I definitely try to. The science fiction I grew up on was Star Trek, and even though my go-to Star Trek is Deep Space Nine—the most pessimistic one—it’s still a really hopeful show. I want to think things get better. Even if it’s not socially better, we can improve things for ourselves, we can develop and grow, [and] we can find peace in our lives. And I thought [that] was really important with Quantum Teens because the book is built around these two unhappy kids who don’t have anything in their lives they feel they can rely on except each other, and who are looking for an escape, something that lets them break out of their existence. Just on a narrative level, I thought it was very important to give them a future because these two kids felt like they didn’t have one and spent the entire book in pursuit of one. I really came to love those kids in a profound way that I have a hard time believing I’ll ever love any of my characters. And it just felt cruel to not give that to them. So beyond the social outlook, it was my affection for those two kids. I wanted them to be happy.

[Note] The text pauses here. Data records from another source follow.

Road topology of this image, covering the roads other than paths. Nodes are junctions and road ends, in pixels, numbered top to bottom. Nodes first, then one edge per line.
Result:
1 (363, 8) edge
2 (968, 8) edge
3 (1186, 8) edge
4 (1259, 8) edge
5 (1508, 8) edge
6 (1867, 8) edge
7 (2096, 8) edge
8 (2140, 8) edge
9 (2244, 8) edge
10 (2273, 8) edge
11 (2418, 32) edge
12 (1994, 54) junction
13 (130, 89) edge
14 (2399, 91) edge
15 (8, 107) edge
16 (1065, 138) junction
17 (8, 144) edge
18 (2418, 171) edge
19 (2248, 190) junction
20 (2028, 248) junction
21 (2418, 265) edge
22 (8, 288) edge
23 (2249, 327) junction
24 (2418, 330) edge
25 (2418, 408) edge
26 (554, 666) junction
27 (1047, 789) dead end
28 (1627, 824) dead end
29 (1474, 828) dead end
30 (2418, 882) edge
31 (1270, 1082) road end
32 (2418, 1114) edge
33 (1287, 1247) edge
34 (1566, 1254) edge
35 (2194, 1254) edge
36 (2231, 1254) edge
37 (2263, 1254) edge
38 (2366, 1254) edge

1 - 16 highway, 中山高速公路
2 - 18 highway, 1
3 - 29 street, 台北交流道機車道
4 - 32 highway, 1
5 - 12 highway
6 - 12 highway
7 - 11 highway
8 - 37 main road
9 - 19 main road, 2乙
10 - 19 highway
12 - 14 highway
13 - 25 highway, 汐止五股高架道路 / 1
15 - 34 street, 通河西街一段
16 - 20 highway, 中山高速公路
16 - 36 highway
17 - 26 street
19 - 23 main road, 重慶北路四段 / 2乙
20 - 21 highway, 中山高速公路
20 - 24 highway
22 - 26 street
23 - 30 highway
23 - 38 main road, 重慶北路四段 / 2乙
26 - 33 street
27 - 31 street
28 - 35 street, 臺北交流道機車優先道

There’s obviously a lot of you in that book. There’s a lot of you in Kim & Kim and all of your indie work. I know there are a lot of rails that you’re on at the Big Two, but can we expect to see a lot of your personality, your personhood, in your work at DC and Marvel going forward?

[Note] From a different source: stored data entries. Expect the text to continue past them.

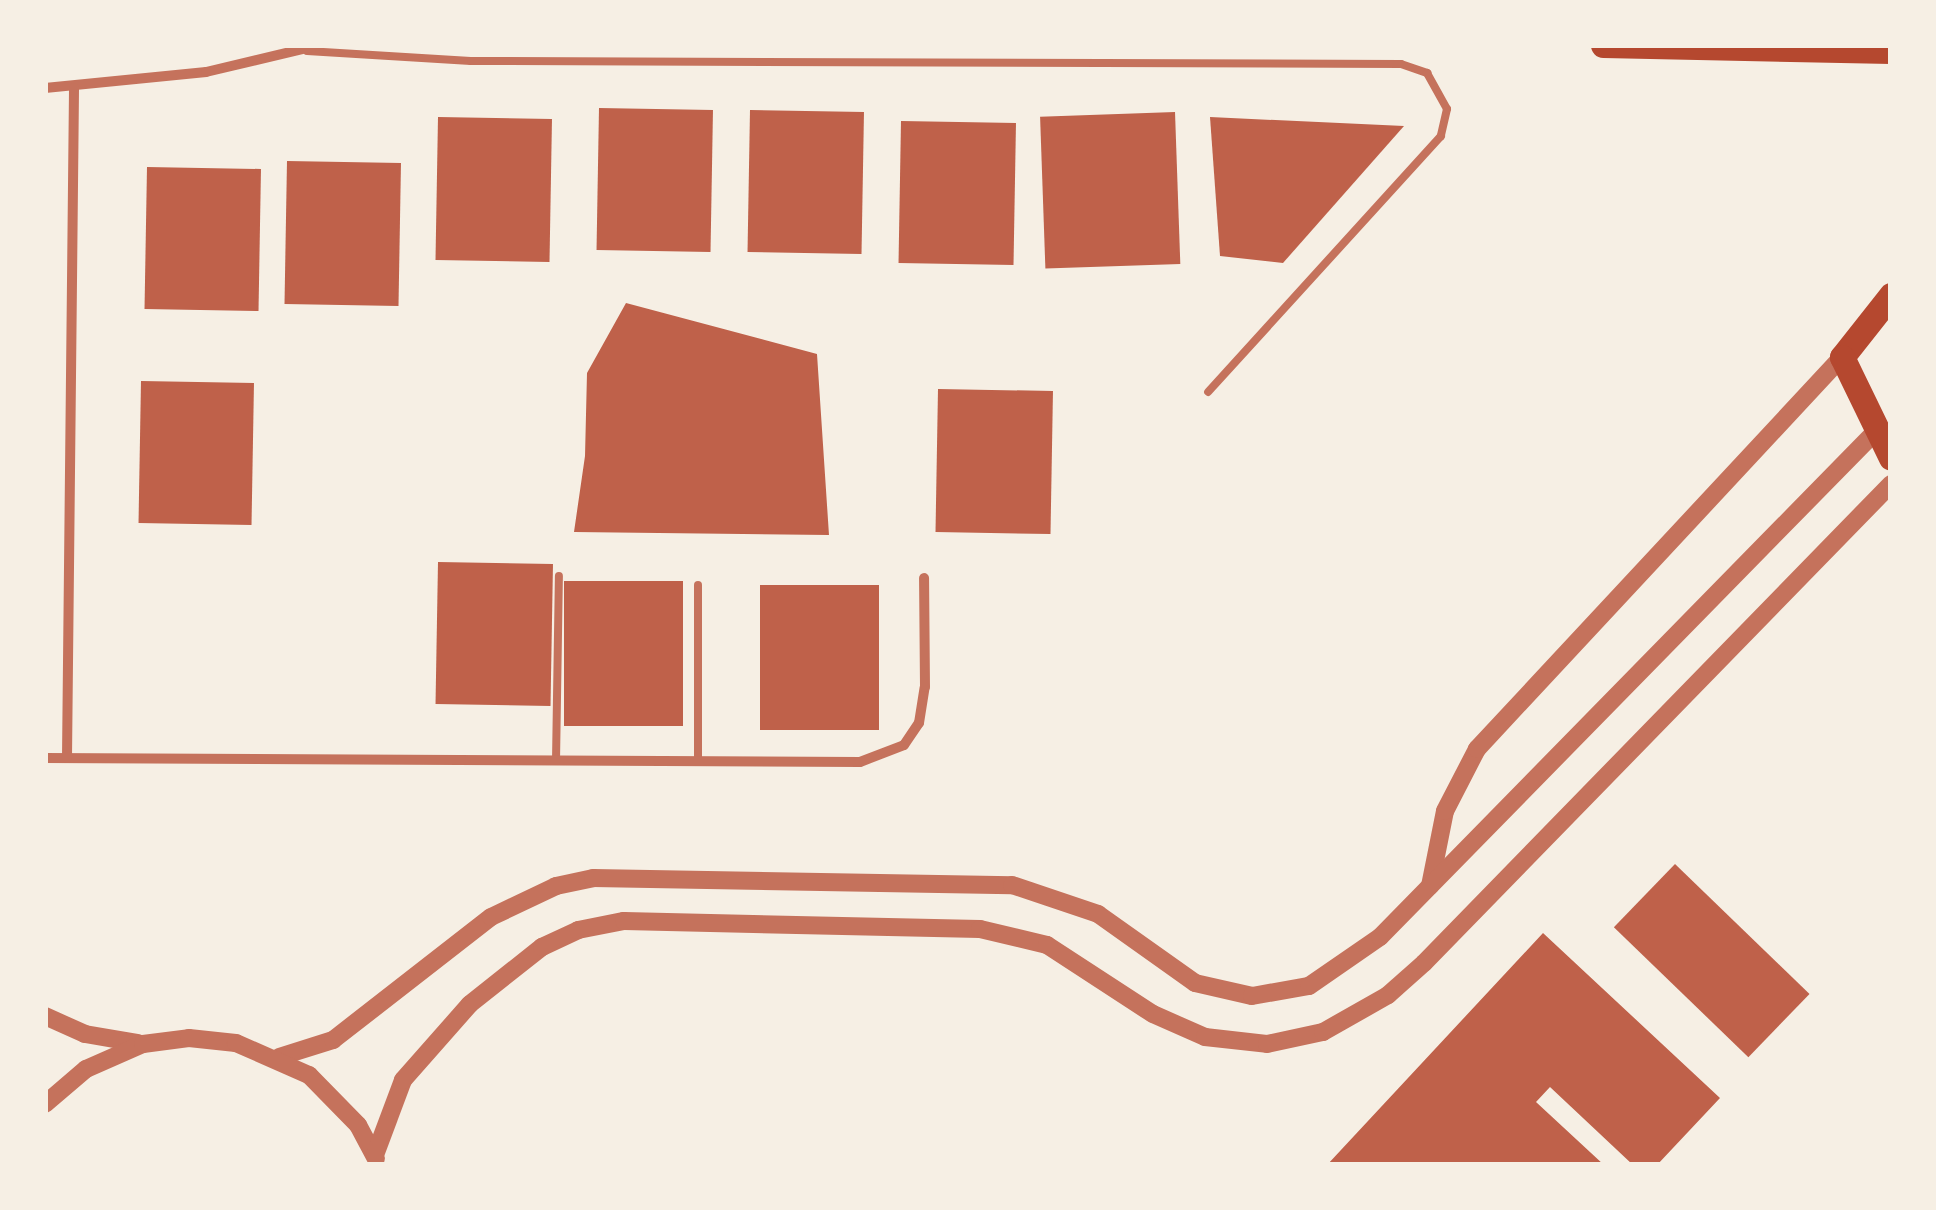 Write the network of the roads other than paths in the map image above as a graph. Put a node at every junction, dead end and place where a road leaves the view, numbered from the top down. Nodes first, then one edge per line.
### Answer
1 (319, 45) edge
2 (1603, 45) edge
3 (297, 50) junction
4 (1891, 51) edge
5 (1864, 52) junction
6 (1891, 65) edge
7 (45, 88) edge
8 (74, 88) junction
9 (1891, 295) edge
10 (1891, 319) edge
11 (1845, 354) junction
12 (1208, 392) dead end
13 (1879, 428) junction
14 (1891, 458) edge
15 (1891, 484) edge
16 (559, 576) dead end
17 (924, 578) dead end
18 (698, 584) dead end
19 (45, 758) edge
20 (66, 758) junction
21 (556, 761) junction
22 (698, 761) junction
23 (1430, 887) junction
24 (45, 1016) edge
25 (143, 1044) junction
26 (280, 1058) junction
27 (45, 1104) edge
28 (376, 1160) edge

1 - 3 street
2 - 5 main road
3 - 8 street
3 - 12 lane
4 - 5 main road
5 - 6 main road
7 - 8 street
8 - 20 street
9 - 11 main road
10 - 11 main road
11 - 13 main road
11 - 23 street
13 - 14 main road
13 - 23 street
15 - 28 street
16 - 21 lane
17 - 22 street
18 - 22 lane
19 - 20 street
20 - 21 street
21 - 22 street
23 - 26 street
24 - 25 street
25 - 26 street
25 - 27 street
26 - 28 street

I hope so. It depends on the opportunities I’m given. The thing about working for DC and Marvel is, you mentioned rails, and that’s rails. You have very strong editorial oversight, but they have larger plans for characters that, at this point, I haven’t been able to participate in forming. So I have a thing coming up [that] I can’t say [what] it is, but they had a very specific character [and] a very specific set of circumstances that led to them being in a very specific place. And what I did in to get them from A to B to C was up to me. I turned around a story that I think is very personal to me, but also has a larger commentary on where we are right now as a society. It’s a 20-page superhero comic and there’s not a next issue, it’s a one-shot. But it’s still me [in that] it reflects what I believe. I’m always really eager to bring in trans characters, especially now that I’m having those opportunities. So there will be trans characters in at least two Big Two upcoming books that I’m working on. That’s definitely part of myself that I’m bringing in because it’s an experience that is almost never represented in comics.

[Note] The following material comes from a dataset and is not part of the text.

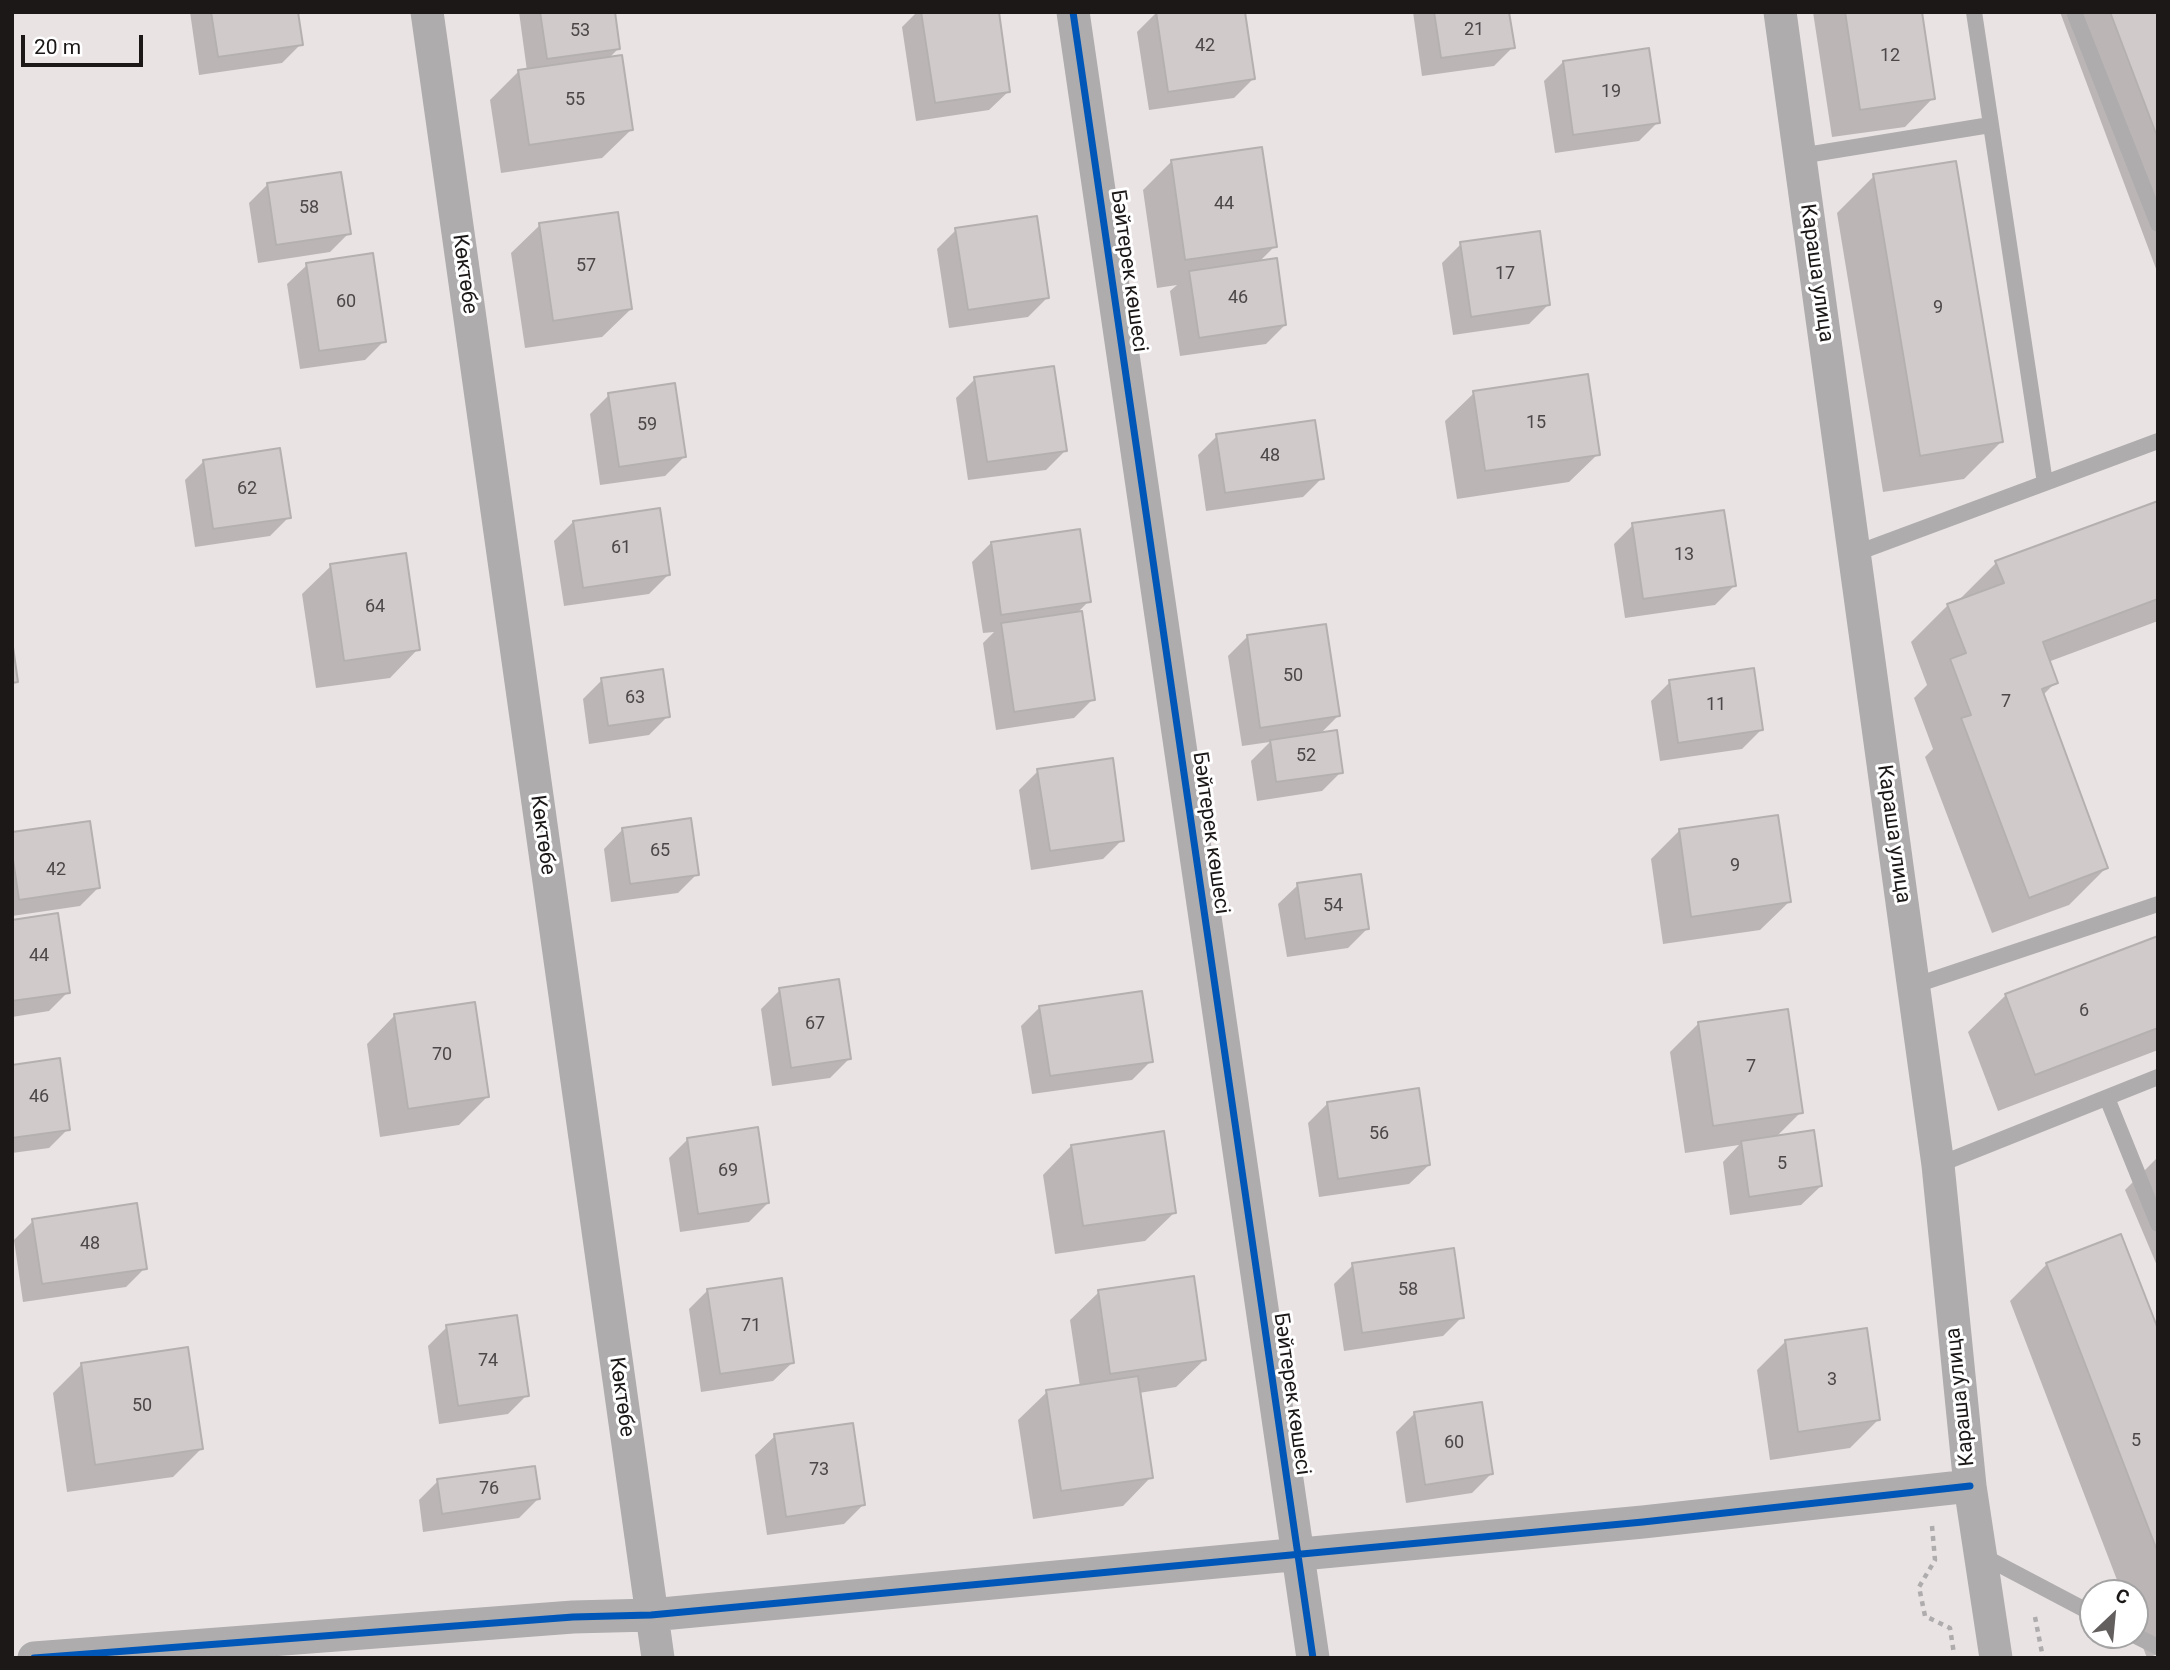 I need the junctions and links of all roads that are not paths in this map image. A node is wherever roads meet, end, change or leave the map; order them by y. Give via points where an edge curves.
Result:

I have a big project that’s coming out next year—everything should be announced in the next few months—that’s one of the most personal things I’ve ever put on the page. It’s all about suicidality and coping, which I deal with on an ongoing basis. I haven’t been suicidal in about six months, but it’s a thing that’s always hovering around possibility. And I wanted to do a book that was about getting through it and getting to a place where you feel like you have hope, like you have a future. [Having a future is] a theme I deal a lot with in my work, and realizing that even though everything is shit, that doesn’t have to dictate you.
Editor’s note: This interview has been condensed and edited for clarity.